2. Regularmente citados, ambos os RR. ofereceram contestação, impugnando a factualidade alegada pela A. em fundamento da sua respetiva responsabilidade, e cada um concluindo no sentido de não poder ser-lhe assacada qualquer responsabilidade pela ocorrência do acidente.

3. Realizada a audiência de julgamento, a primeira instância julgou totalmente improcedente o pedido formulado, absolvendo os RR. do mesmo.

4. Não se conformando com a sentença proferida em 13.04.2023, a A. veio interpor o presente recurso, finalizando a respectiva minuta com as seguintes conclusões[3]:
«1) Vem o presente recorrer da sentença de fls. …., que decidiu julgar a acção improcedente por não provada, por considerar que a Recorrente não tem direito de regresso sobre os Réus no que concerne aos valores que despendeu no âmbito do contrato de seguro de acidente de trabalho.
2) Tendo o Tribunal a quo chegado a essa conclusão pelo facto de ter recorrido ao acervo normativo constante do DL 291/2007, mais concretamente o art. 27º.
3) Ora, o Tribunal a quo incorreu em erro quanto à aplicação do direito ao caso sub judice.
4) Uma vez que não estamos perante uma situação de direito de regresso, mas de sub-rogação, nos termos do disposto no art. 17º da Lei 98/2009.
5) A questão a decidir nos presentes autos consistiu em apurar se a Recorrente tinha direito a ser reembolsada pelos Réus da quantia de 10.658,44€ por ter pago pensões, capital de remição e outras despesas devidas ou relacionadas com incapacidades de BB que tenham resultado do acidente de viação ocorrido a 18/8/2007 entre o veículo com a matrícula ..-..-SX e um bovino, da propriedade do 1º Réu e a ser aplicado em garraiada organizada pela 2ª Ré.
8) Salvo o devido respeito, não se pode aceitar a aplicação do disposto no art. 27º do DL 291/2007 aos presentes autos, considerando que o Tribunal incorreu em erro de direito.

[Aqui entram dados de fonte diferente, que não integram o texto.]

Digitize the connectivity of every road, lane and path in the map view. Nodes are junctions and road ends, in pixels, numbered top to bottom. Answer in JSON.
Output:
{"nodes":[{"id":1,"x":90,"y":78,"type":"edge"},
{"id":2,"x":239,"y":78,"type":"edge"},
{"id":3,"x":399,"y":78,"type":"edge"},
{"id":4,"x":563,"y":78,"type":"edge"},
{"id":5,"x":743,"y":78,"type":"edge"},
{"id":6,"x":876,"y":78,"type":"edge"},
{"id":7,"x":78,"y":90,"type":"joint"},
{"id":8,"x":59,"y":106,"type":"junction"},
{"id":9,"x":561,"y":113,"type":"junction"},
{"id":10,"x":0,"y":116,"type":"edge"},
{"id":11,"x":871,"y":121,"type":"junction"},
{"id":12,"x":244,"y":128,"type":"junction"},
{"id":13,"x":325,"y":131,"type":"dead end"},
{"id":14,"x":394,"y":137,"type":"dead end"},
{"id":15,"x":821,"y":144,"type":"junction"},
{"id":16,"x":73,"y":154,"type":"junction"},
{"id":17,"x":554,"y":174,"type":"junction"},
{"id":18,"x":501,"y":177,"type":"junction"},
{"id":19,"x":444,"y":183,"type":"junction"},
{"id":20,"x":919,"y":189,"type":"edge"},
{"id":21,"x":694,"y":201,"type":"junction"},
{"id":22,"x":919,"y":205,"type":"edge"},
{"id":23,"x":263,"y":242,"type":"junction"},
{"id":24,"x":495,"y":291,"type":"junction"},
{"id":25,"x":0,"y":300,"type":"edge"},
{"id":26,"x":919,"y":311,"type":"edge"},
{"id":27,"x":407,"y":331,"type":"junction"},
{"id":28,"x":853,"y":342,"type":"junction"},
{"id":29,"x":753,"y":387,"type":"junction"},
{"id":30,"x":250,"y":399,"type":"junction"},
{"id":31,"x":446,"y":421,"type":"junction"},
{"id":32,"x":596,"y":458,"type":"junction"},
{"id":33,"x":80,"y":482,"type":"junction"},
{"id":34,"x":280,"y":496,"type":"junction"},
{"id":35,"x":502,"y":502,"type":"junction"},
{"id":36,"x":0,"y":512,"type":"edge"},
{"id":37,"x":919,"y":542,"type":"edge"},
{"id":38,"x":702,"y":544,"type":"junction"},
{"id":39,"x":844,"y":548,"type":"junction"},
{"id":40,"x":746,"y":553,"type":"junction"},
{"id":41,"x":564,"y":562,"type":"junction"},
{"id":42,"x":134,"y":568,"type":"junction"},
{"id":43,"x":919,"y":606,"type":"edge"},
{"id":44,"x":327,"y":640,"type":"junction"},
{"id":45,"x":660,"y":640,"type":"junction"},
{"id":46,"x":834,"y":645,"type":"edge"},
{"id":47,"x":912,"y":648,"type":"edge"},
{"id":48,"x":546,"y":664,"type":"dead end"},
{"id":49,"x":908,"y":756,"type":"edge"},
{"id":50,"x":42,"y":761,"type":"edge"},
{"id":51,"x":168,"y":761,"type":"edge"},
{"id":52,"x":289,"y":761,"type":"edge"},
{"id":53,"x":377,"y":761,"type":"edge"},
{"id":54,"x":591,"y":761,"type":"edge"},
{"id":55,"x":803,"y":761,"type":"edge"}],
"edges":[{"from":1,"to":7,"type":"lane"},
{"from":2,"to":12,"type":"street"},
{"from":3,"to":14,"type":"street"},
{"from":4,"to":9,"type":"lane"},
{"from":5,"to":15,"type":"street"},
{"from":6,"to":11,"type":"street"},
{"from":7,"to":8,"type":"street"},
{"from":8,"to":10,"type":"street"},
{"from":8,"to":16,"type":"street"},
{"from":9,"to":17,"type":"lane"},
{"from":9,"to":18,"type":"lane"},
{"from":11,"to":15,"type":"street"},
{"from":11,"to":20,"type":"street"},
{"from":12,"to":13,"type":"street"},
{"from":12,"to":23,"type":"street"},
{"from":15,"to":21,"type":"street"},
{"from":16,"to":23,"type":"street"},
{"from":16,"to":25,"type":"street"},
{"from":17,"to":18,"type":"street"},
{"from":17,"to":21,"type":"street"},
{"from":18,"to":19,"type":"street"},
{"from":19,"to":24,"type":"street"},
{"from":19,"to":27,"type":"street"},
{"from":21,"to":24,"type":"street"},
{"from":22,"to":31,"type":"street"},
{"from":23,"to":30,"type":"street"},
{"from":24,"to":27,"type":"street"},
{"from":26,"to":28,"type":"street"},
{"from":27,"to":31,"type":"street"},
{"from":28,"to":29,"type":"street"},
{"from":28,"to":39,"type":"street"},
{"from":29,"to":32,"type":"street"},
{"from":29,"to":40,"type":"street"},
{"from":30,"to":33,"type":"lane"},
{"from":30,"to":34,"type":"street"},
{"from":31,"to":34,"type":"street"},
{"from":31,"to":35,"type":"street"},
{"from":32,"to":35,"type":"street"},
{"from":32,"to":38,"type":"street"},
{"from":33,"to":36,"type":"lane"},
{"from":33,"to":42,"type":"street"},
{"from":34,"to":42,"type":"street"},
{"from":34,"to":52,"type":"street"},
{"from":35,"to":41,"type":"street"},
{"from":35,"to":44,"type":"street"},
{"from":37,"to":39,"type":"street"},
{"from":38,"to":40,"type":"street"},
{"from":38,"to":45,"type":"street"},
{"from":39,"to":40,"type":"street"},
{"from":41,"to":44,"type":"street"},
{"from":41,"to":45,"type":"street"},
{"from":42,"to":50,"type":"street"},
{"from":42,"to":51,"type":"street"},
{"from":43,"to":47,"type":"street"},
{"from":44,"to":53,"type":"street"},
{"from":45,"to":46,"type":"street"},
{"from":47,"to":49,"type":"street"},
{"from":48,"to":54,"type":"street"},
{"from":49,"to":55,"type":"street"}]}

12) Não se pode concordar com a sentença, ora em crise, quando a mesma determina que, para efeitos do direito de acção contra os responsáveis pelo acidente ter-se-á de recorrer às disposições que regulam os acidentes de viação, ou seja, o DL 291/2007.
13) No caso em apreço, não estamos perante um direito de reembolso da Autora, previsto no referido DL 291/2007, mas sim, perante uma sub-rogação.
15) Para efeitos da sub-rogação, a Autora, ora Recorrente, apenas, tem de provar a existência de um contrato de seguro ao abrigo do qual teve de pagar ao lesado a indemnização devida pelo acidente de trabalho, ter efectivamente realizado o pagamento, a existência de responsáveis pelos factos que originaram o acidente de trabalho e exercer a sub-rogação no prazo de 3 anos a contar desse cumprimento, factos que se encontram provados nos autos.
16) Além disso, e de acordo com o disposto no art. 136º do DL 72/2008, de 16/4, o segurador que tiver pago a indemnização fica sub-rogado, na medida do montante pago, nos direitos do segurado contra o terceiro responsável pelo sinistro.
17) Estamos, assim, perante uma sub-rogação legal especial, ou seja, a seguradora, ora Recorrente, cumpre uma obrigação que lhe é própria, advinda do contrato de seguro e que tem natureza diversa da do causador do sinistro, que se funda na responsabilidade civil extracontratual, sendo abrangido, não apenas o causador do sinistro, mas também o responsável civil, ainda que pelo risco.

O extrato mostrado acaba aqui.